(Saved entries)
:::
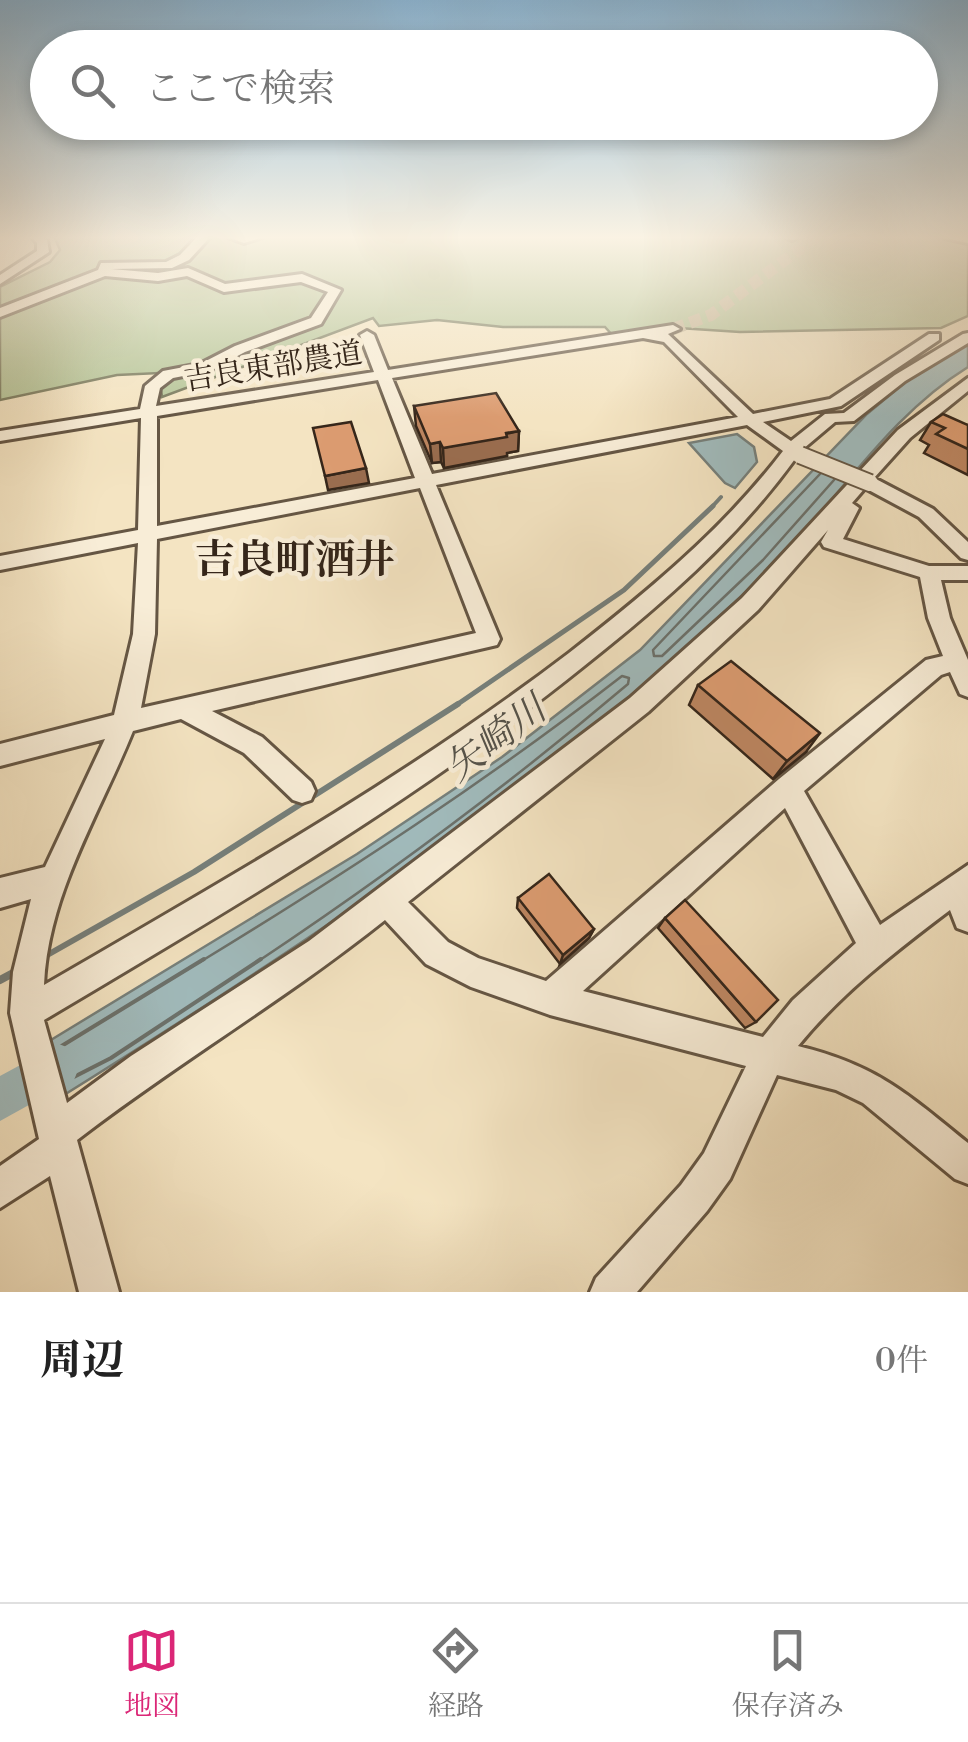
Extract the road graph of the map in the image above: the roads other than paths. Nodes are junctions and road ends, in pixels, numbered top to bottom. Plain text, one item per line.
1 (42, 296) edge
2 (331, 296) edge
3 (0, 313) edge
4 (673, 329) tunnel mouth
5 (368, 335) dead end
6 (968, 337) edge
7 (934, 338) dead end
8 (622, 339) junction
9 (386, 376) junction
10 (968, 382) edge
11 (149, 413) junction
12 (749, 419) junction
13 (0, 436) edge
14 (796, 453) junction
15 (427, 483) junction
16 (849, 500) junction
17 (147, 535) junction
18 (968, 553) edge
19 (0, 563) edge
20 (968, 573) edge
21 (929, 574) junction
22 (962, 675) edge
23 (183, 708) junction
24 (124, 724) junction
25 (0, 755) edge
26 (788, 788) junction
27 (302, 790) dead end
28 (50, 880) junction
29 (0, 893) edge
30 (964, 895) edge
31 (387, 901) junction
32 (876, 947) junction
33 (550, 998) junction
34 (26, 1013) junction
35 (768, 1057) junction
36 (56, 1136) junction
37 (968, 1166) edge
38 (0, 1189) edge
39 (99, 1292) edge
40 (610, 1292) edge

1 - 3 street
2 - 11 street
4 - 8 street, 吉良東部農道
5 - 9 street
6 - 14 street
7 - 12 street
8 - 9 street, 吉良東部農道
8 - 12 street
9 - 11 street, 吉良東部農道
9 - 15 street
10 - 16 street
11 - 13 street, 吉良東部農道
11 - 17 street
12 - 14 street
12 - 15 street
14 - 18 street, bridge
14 - 34 street
15 - 17 street
15 - 23 street
16 - 21 street
16 - 31 street
17 - 19 street
17 - 24 street
20 - 21 street
21 - 22 street
22 - 26 street
23 - 24 street
23 - 27 street
24 - 25 street
24 - 28 street
26 - 32 street
26 - 33 street
28 - 29 street
28 - 34 street
30 - 32 street
31 - 33 street
31 - 36 street
32 - 35 street
33 - 35 street
34 - 36 street
35 - 37 street
35 - 40 street
36 - 38 street
36 - 39 street

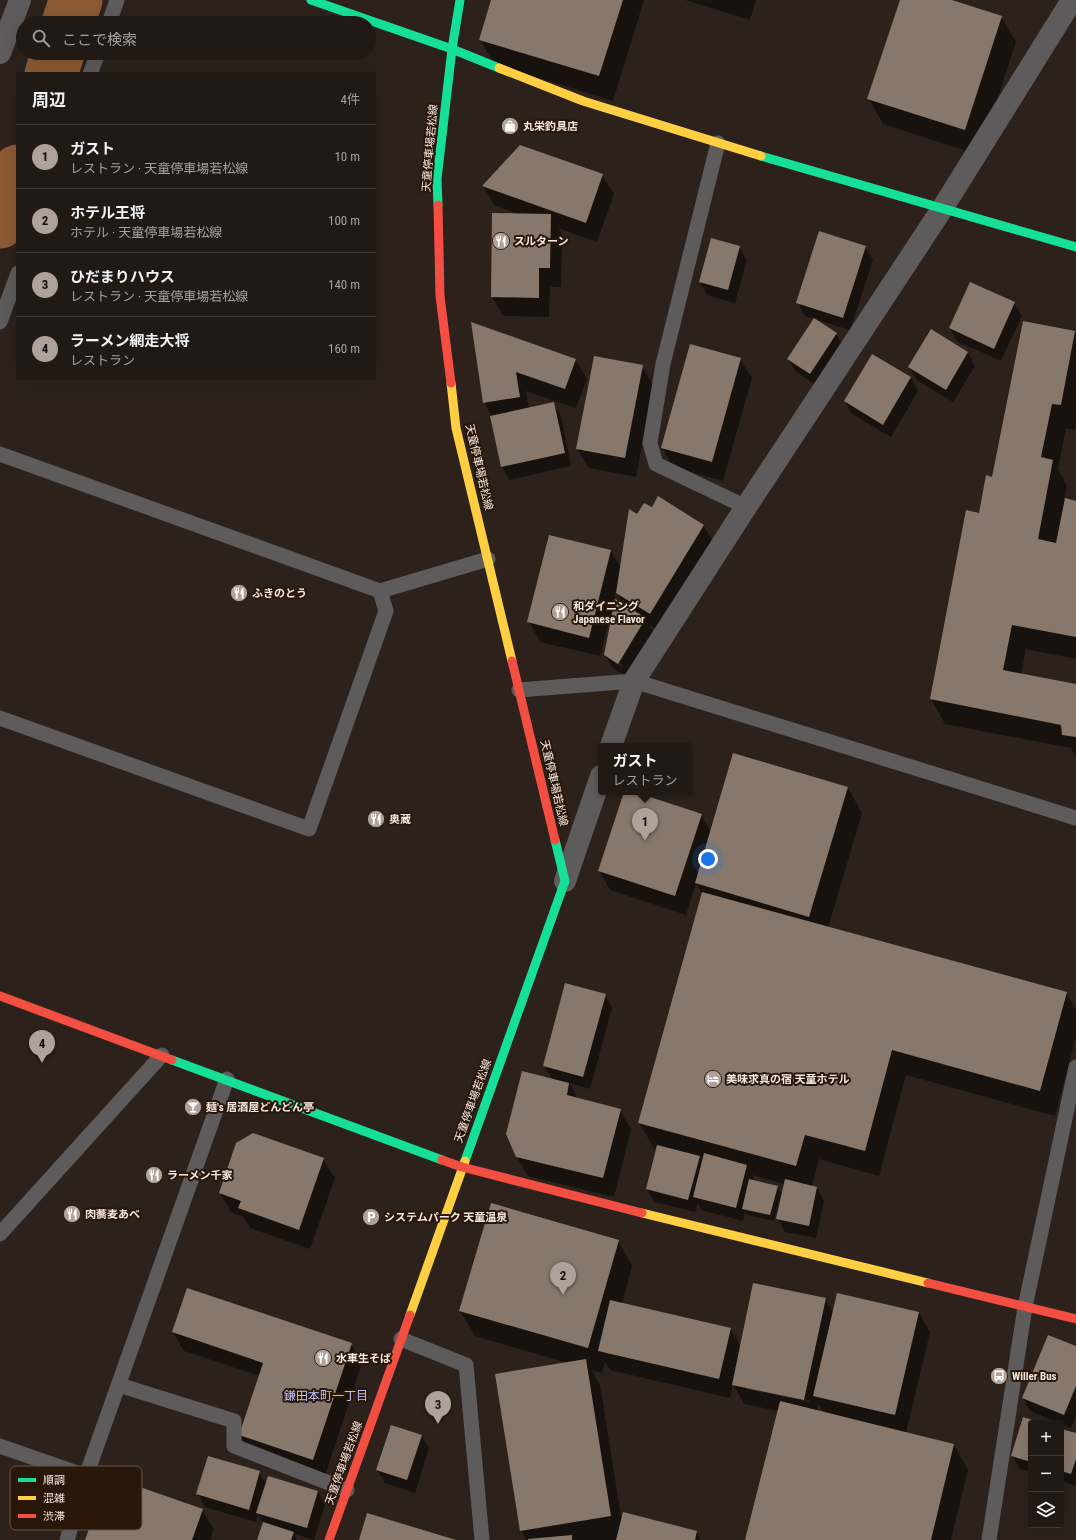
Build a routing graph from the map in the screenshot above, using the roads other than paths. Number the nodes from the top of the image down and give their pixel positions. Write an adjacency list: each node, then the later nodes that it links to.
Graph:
1 (20, 0): 10 (street)
2 (117, 0): 6 (lane)
3 (311, 0): 7 (street)
4 (460, 0): 9 (street, 天童停車場若松線)
5 (1066, 2): 14 (street)
6 (111, 16)
7 (357, 16)
8 (376, 23): 9 (street)
9 (452, 49): 13 (street); 20 (street, 天童停車場若松線)
10 (0, 53)
11 (95, 60): 12 (lane)
12 (91, 72)
13 (718, 143): 14 (street); 19 (lane)
14 (942, 209): 15 (street); 19 (street)
15 (1076, 247)
16 (16, 278): 17 (lane)
17 (0, 322)
18 (0, 454): 21 (lane)
19 (746, 507): 22 (street)
20 (488, 559): 21 (lane); 23 (street, 天童停車場若松線)
21 (380, 591): 24 (lane)
22 (634, 681): 23 (lane); 25 (street); 27 (lane)
23 (519, 690): 28 (street, 天童停車場若松線)
24 (0, 718)
25 (613, 743)
26 (598, 785): 28 (street)
27 (1076, 818)
28 (564, 881): 33 (street, 天童停車場若松線)
29 (0, 996): 30 (street)
30 (162, 1055): 32 (street); 34 (lane)
31 (1076, 1067): 35 (lane)
32 (227, 1079): 33 (street); 38 (lane)
33 (462, 1167): 35 (street); 37 (street, 天童停車場若松線)
34 (0, 1234)
35 (1025, 1307): 36 (street); 47 (lane)
36 (1076, 1319)
37 (401, 1339): 42 (street, 天童停車場若松線); 46 (lane)
38 (118, 1385): 41 (lane); 42 (lane)
39 (0, 1446): 40 (lane)
40 (57, 1466)
41 (90, 1466)
42 (347, 1490): 45 (street, 天童停車場若松線)
43 (69, 1530): 44 (lane)
44 (66, 1540)
45 (329, 1540)
46 (482, 1540)
47 (988, 1540)

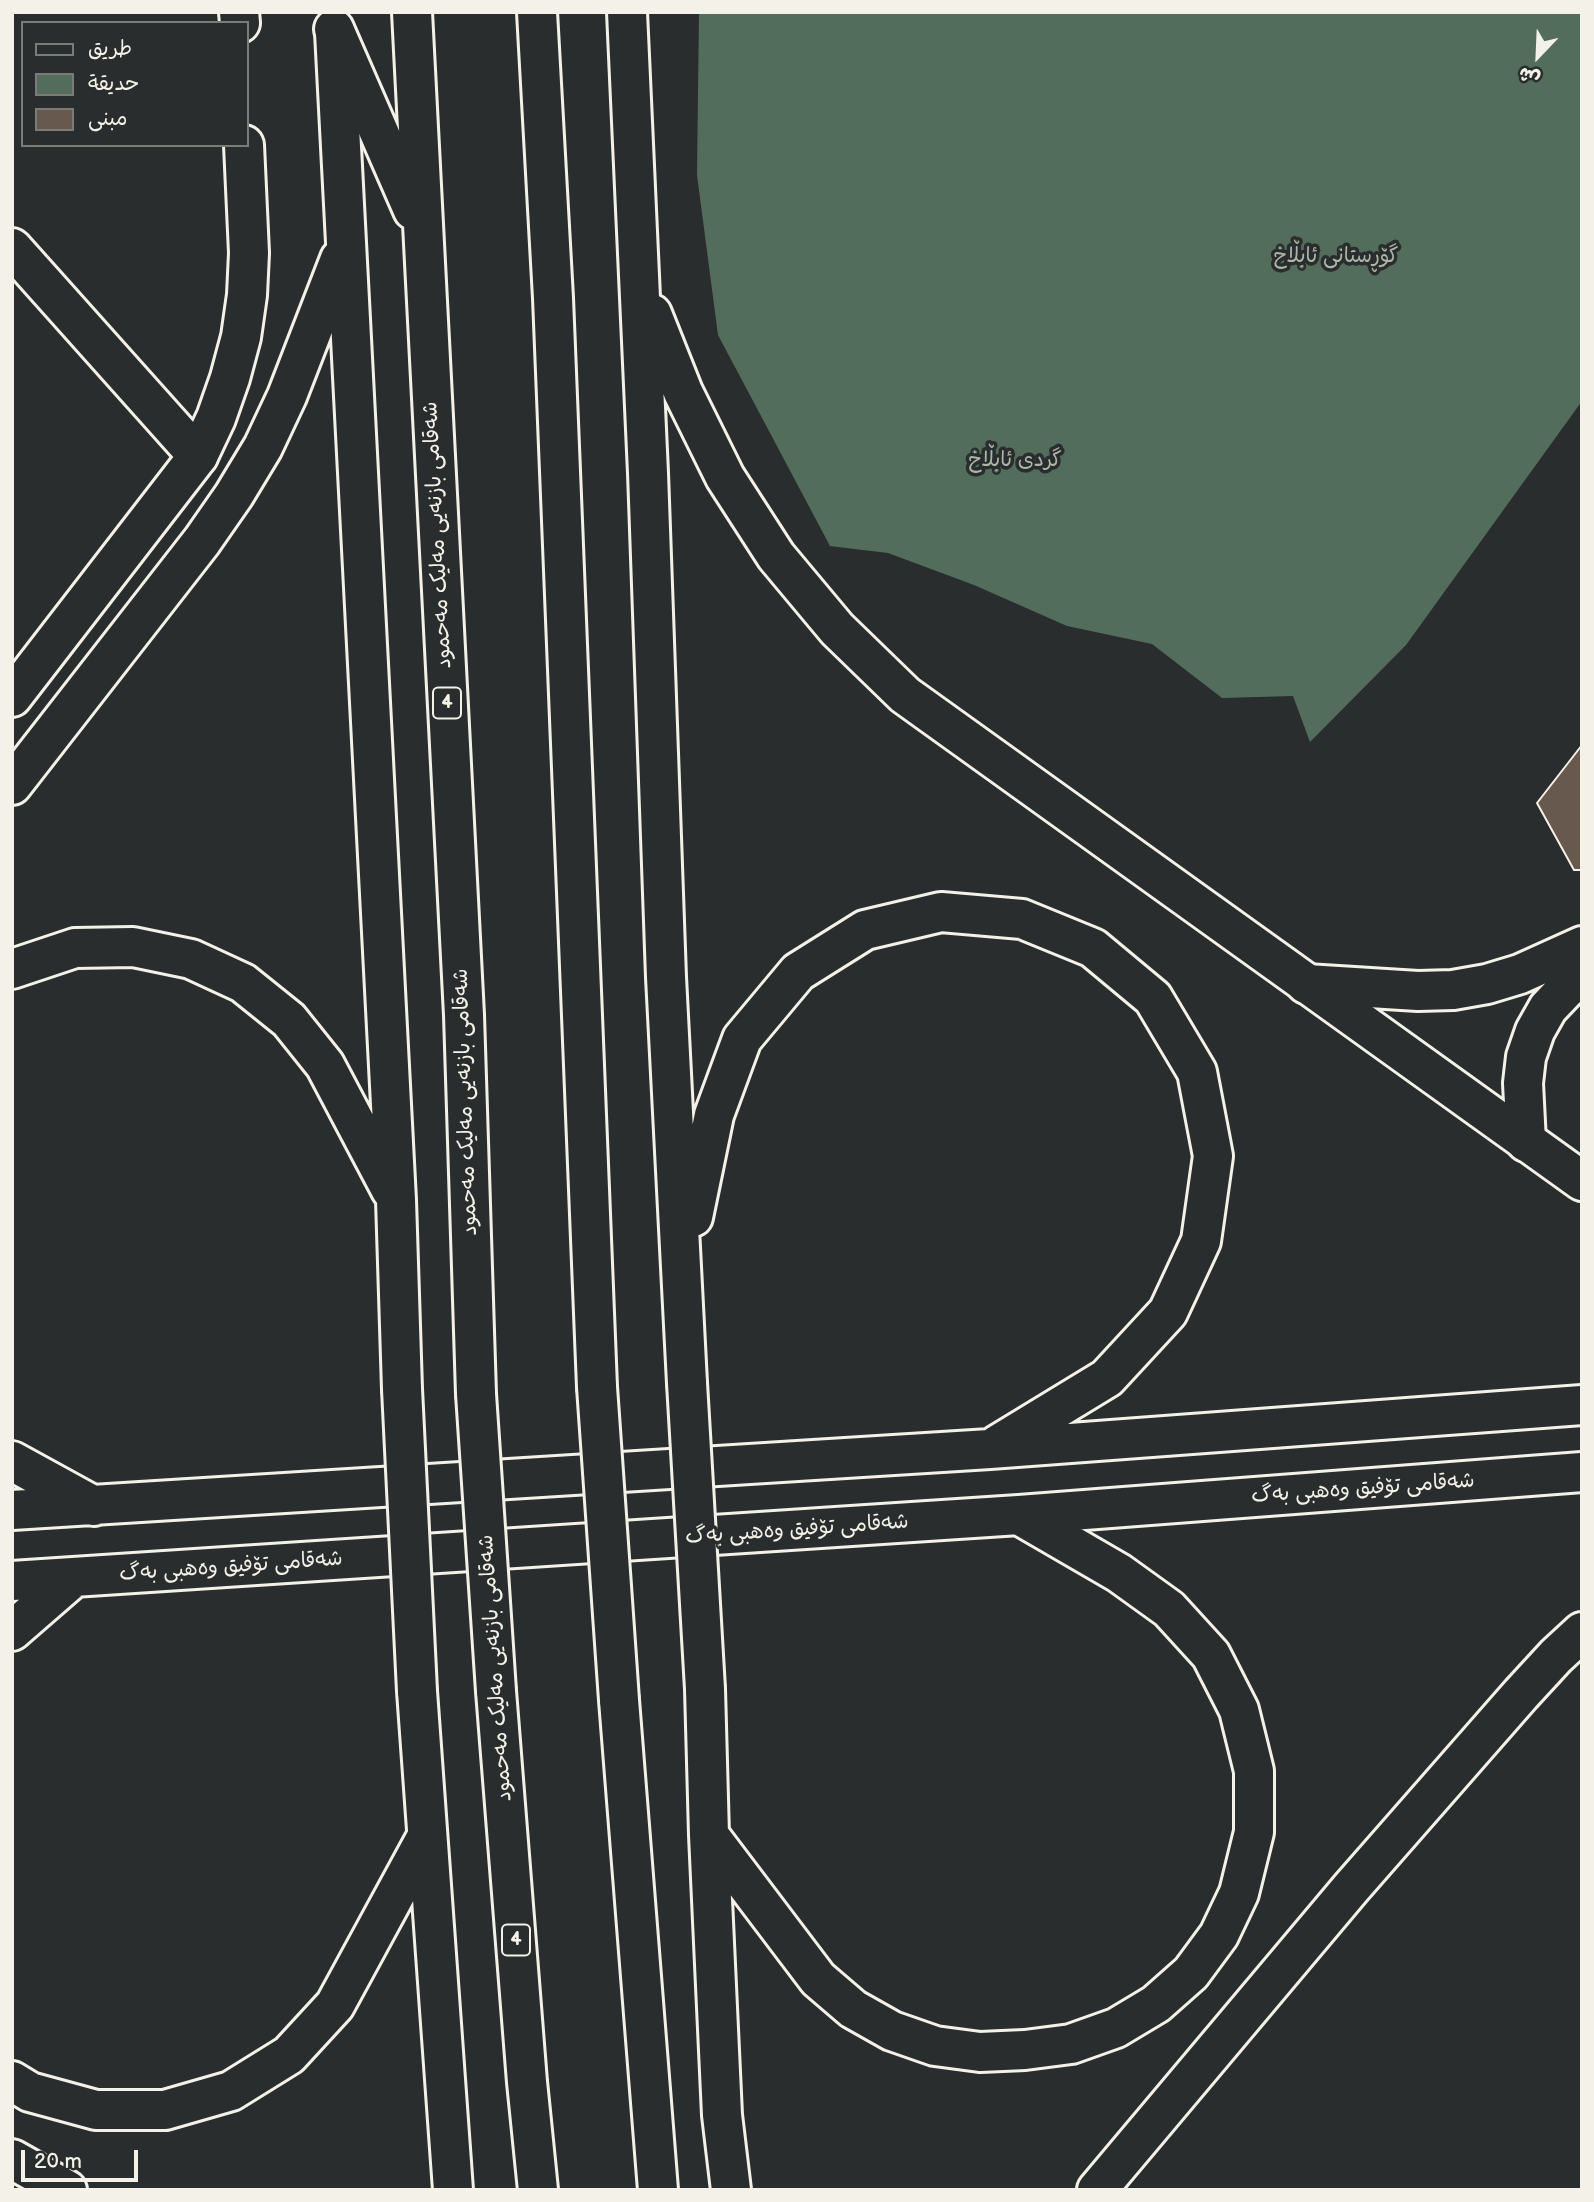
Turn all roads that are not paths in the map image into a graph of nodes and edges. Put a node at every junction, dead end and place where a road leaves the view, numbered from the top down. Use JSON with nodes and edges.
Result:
{"nodes":[{"id":1,"x":412,"y":12,"type":"edge"},
{"id":2,"x":537,"y":12,"type":"edge"},
{"id":3,"x":627,"y":12,"type":"edge"},
{"id":4,"x":334,"y":21,"type":"edge"},
{"id":5,"x":244,"y":147,"type":"edge"},
{"id":6,"x":422,"y":230,"type":"junction"},
{"id":7,"x":345,"y":244,"type":"junction"},
{"id":8,"x":12,"y":248,"type":"edge"},
{"id":9,"x":640,"y":284,"type":"junction"},
{"id":10,"x":198,"y":456,"type":"junction"},
{"id":11,"x":12,"y":697,"type":"edge"},
{"id":12,"x":12,"y":785,"type":"edge"},
{"id":13,"x":1582,"y":946,"type":"edge"},
{"id":14,"x":12,"y":969,"type":"edge"},
{"id":15,"x":1582,"y":978,"type":"edge"},
{"id":16,"x":1306,"y":984,"type":"junction"},
{"id":17,"x":1526,"y":1142,"type":"junction"},
{"id":18,"x":1582,"y":1181,"type":"edge"},
{"id":19,"x":396,"y":1200,"type":"junction"},
{"id":20,"x":682,"y":1296,"type":"junction"},
{"id":21,"x":1582,"y":1405,"type":"edge"},
{"id":22,"x":990,"y":1449,"type":"junction"},
{"id":23,"x":12,"y":1461,"type":"edge"},
{"id":24,"x":1582,"y":1472,"type":"edge"},
{"id":25,"x":94,"y":1506,"type":"junction"},
{"id":26,"x":12,"y":1510,"type":"edge"},
{"id":27,"x":1019,"y":1515,"type":"junction"},
{"id":28,"x":73,"y":1578,"type":"junction"},
{"id":29,"x":12,"y":1581,"type":"edge"},
{"id":30,"x":12,"y":1631,"type":"edge"},
{"id":31,"x":1582,"y":1632,"type":"edge"},
{"id":32,"x":709,"y":1835,"type":"junction"},
{"id":33,"x":427,"y":1836,"type":"junction"},
{"id":34,"x":12,"y":2081,"type":"edge"},
{"id":35,"x":12,"y":2159,"type":"edge"},
{"id":36,"x":67,"y":2190,"type":"edge"},
{"id":37,"x":453,"y":2190,"type":"edge"},
{"id":38,"x":538,"y":2190,"type":"edge"},
{"id":39,"x":658,"y":2190,"type":"edge"},
{"id":40,"x":731,"y":2190,"type":"edge"},
{"id":41,"x":1097,"y":2190,"type":"edge"}],
"edges":[{"from":1,"to":6,"type":"main road","name":"شەقامی بازنەیی مەلیک مەحمود","number":"4"},
{"from":2,"to":39,"type":"main road","bridge":true},
{"from":3,"to":9,"type":"main road"},
{"from":4,"to":6,"type":"main road"},
{"from":4,"to":7,"type":"main road"},
{"from":5,"to":10,"type":"main road"},
{"from":6,"to":38,"type":"main road","name":"شەقامی بازنەیی مەلیک مەحمود","number":"4","bridge":true},
{"from":7,"to":12,"type":"main road"},
{"from":7,"to":19,"type":"main road"},
{"from":8,"to":10,"type":"main road"},
{"from":9,"to":16,"type":"main road"},
{"from":9,"to":20,"type":"main road"},
{"from":10,"to":11,"type":"main road"},
{"from":13,"to":16,"type":"main road"},
{"from":14,"to":19,"type":"main road"},
{"from":15,"to":17,"type":"main road"},
{"from":16,"to":17,"type":"main road"},
{"from":17,"to":18,"type":"main road"},
{"from":19,"to":33,"type":"main road","bridge":true},
{"from":20,"to":22,"type":"main road"},
{"from":20,"to":32,"type":"main road","bridge":true},
{"from":21,"to":22,"type":"main road"},
{"from":22,"to":25,"type":"main road"},
{"from":23,"to":25,"type":"main road"},
{"from":24,"to":27,"type":"main road","name":"شەقامی تۆفیق وەهبی بەگ"},
{"from":25,"to":26,"type":"main road"},
{"from":27,"to":28,"type":"main road","name":"شەقامی تۆفیق وەهبی بەگ"},
{"from":27,"to":32,"type":"main road"},
{"from":28,"to":29,"type":"main road","name":"شەقامی تۆفیق وەهبی بەگ"},
{"from":28,"to":30,"type":"main road"},
{"from":31,"to":41,"type":"main road"},
{"from":32,"to":40,"type":"main road"},
{"from":33,"to":34,"type":"main road"},
{"from":33,"to":37,"type":"main road"},
{"from":35,"to":36,"type":"main road"}]}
:::
[TASK OBJECTIVE] Count the lines in the entries above where the string "مەلیک" shows up, and give that number only.

[EXERCISE OUTPUT] 2